= Available data =
:::::

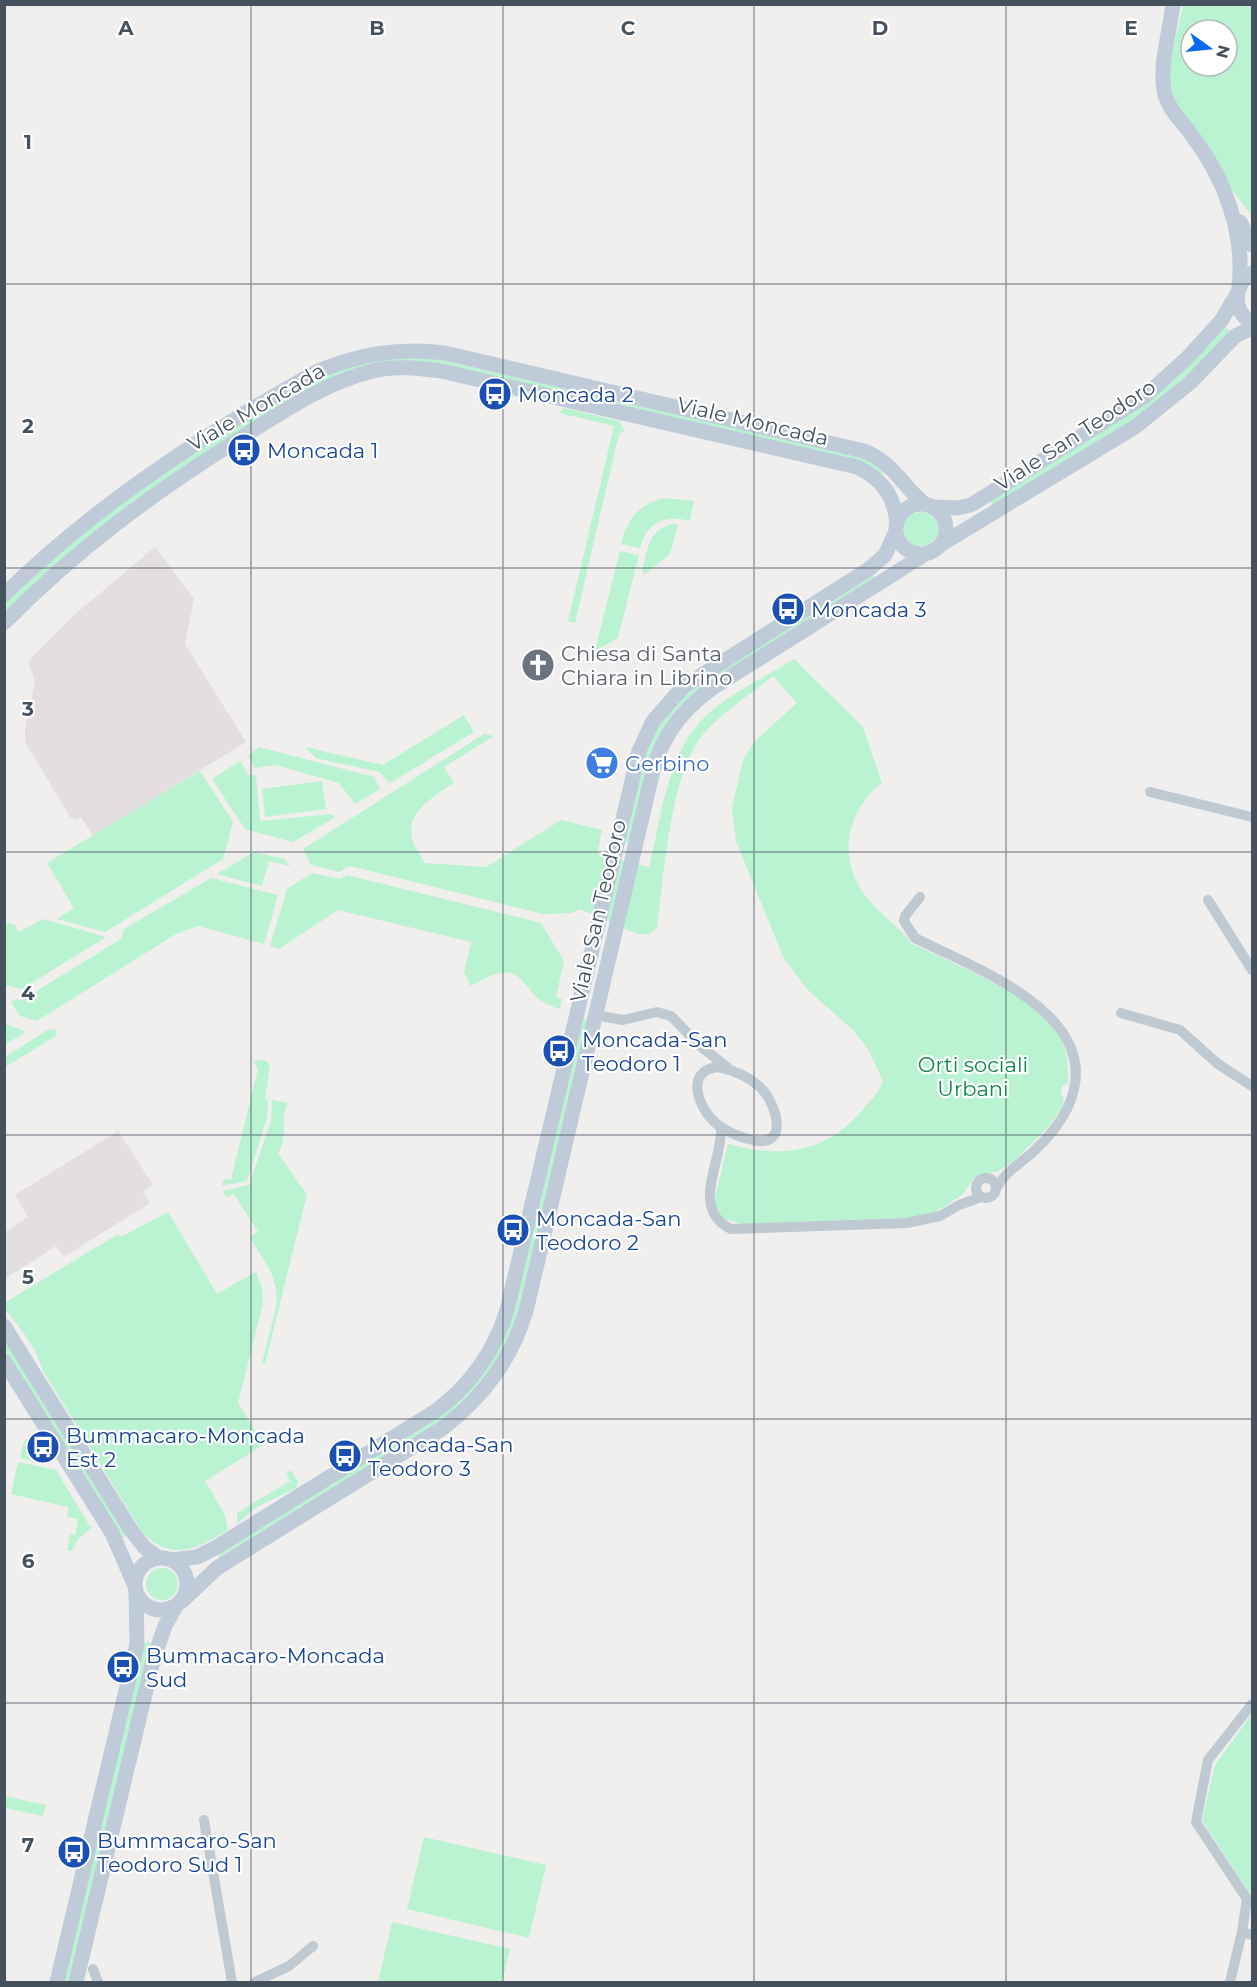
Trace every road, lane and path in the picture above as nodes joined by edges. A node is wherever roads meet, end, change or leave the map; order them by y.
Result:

:::::

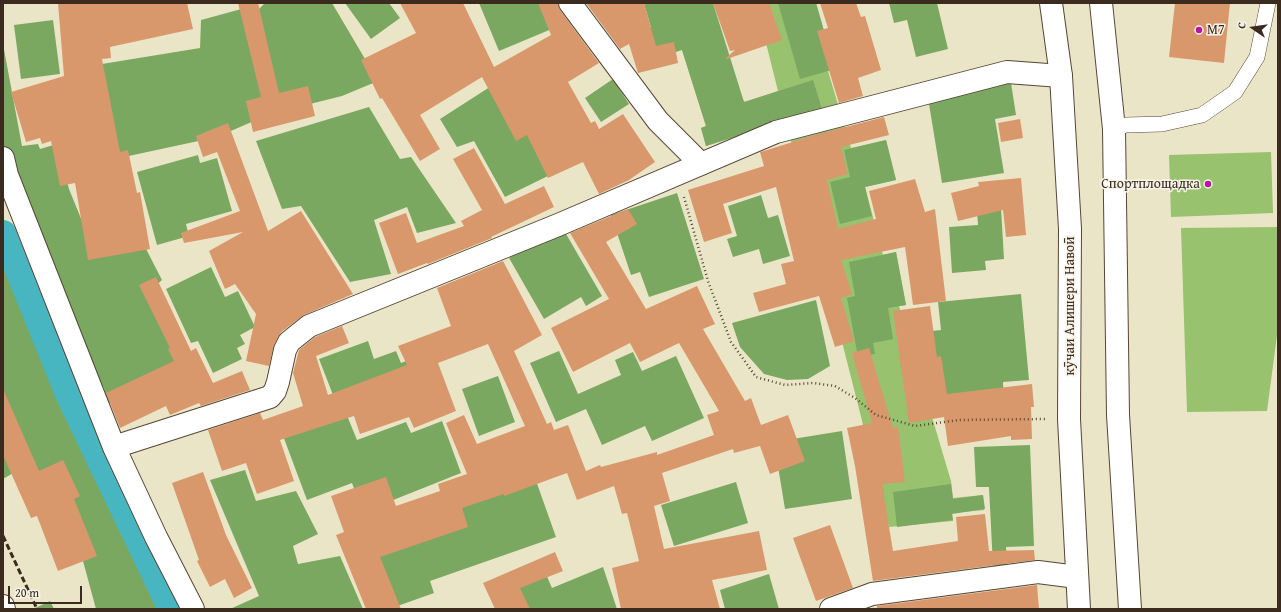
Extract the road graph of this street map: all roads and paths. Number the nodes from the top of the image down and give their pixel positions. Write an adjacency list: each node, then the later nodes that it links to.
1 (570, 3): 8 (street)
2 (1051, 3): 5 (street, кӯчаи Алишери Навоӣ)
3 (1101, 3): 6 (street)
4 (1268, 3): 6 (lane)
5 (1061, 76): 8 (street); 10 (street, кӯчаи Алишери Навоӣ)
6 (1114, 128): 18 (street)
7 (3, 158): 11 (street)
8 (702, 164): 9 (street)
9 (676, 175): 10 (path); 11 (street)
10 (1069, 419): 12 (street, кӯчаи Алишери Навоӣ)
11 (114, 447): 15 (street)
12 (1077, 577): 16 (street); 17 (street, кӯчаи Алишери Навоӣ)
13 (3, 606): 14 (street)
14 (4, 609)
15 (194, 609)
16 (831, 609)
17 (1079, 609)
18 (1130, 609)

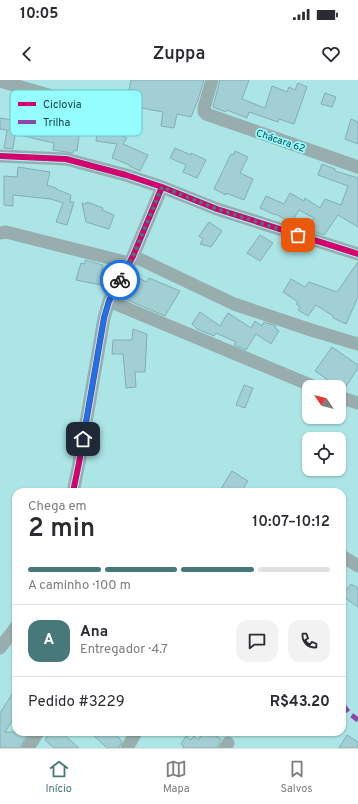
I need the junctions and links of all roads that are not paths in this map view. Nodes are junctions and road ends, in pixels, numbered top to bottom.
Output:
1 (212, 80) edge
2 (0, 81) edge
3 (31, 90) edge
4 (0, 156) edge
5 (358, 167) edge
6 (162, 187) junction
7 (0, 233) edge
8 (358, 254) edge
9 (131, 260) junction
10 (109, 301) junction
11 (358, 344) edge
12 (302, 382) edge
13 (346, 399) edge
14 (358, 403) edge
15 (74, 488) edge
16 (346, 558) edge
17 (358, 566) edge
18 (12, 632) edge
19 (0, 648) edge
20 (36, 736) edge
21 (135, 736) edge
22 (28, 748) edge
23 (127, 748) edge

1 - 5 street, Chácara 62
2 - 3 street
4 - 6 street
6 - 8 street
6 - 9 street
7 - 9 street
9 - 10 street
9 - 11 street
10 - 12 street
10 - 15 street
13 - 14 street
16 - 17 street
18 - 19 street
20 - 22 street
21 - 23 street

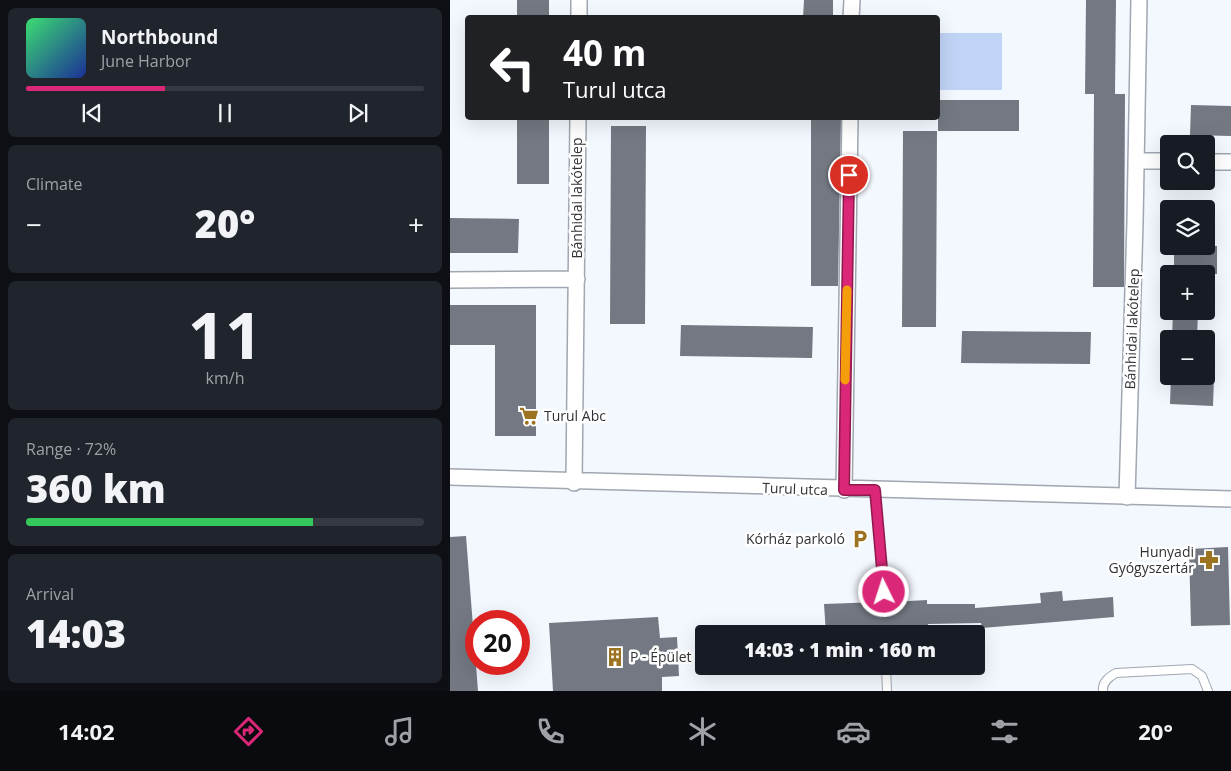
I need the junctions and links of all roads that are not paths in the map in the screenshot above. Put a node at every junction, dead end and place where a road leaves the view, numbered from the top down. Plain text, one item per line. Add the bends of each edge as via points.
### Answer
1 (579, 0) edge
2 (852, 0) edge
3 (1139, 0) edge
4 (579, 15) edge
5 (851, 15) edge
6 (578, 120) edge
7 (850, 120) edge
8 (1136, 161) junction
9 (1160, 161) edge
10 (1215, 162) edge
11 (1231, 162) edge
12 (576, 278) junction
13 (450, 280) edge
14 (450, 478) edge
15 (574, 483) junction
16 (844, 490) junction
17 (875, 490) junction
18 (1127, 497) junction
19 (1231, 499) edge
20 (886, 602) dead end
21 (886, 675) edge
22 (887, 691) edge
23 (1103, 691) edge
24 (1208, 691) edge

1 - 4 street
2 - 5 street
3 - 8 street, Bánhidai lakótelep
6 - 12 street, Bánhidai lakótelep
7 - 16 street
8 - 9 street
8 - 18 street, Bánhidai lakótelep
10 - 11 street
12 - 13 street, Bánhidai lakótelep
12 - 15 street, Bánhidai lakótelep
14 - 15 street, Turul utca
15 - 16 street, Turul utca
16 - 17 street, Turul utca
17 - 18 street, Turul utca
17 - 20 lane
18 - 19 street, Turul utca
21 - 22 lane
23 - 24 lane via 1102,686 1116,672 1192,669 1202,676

:::::

= Problem =
Would you filter the records and copy each line that contains the word "numbered"?

= Reply to the task =
I need the junctions and links of all roads that are not paths in this map view. Nodes are junctions and road ends, in pixels, numbered top to bottom.
I need the junctions and links of all roads that are not paths in the map in the screenshot above. Put a node at every junction, dead end and place where a road leaves the view, numbered from the top down. Plain text, one item per line. Add the bends of each edge as via points.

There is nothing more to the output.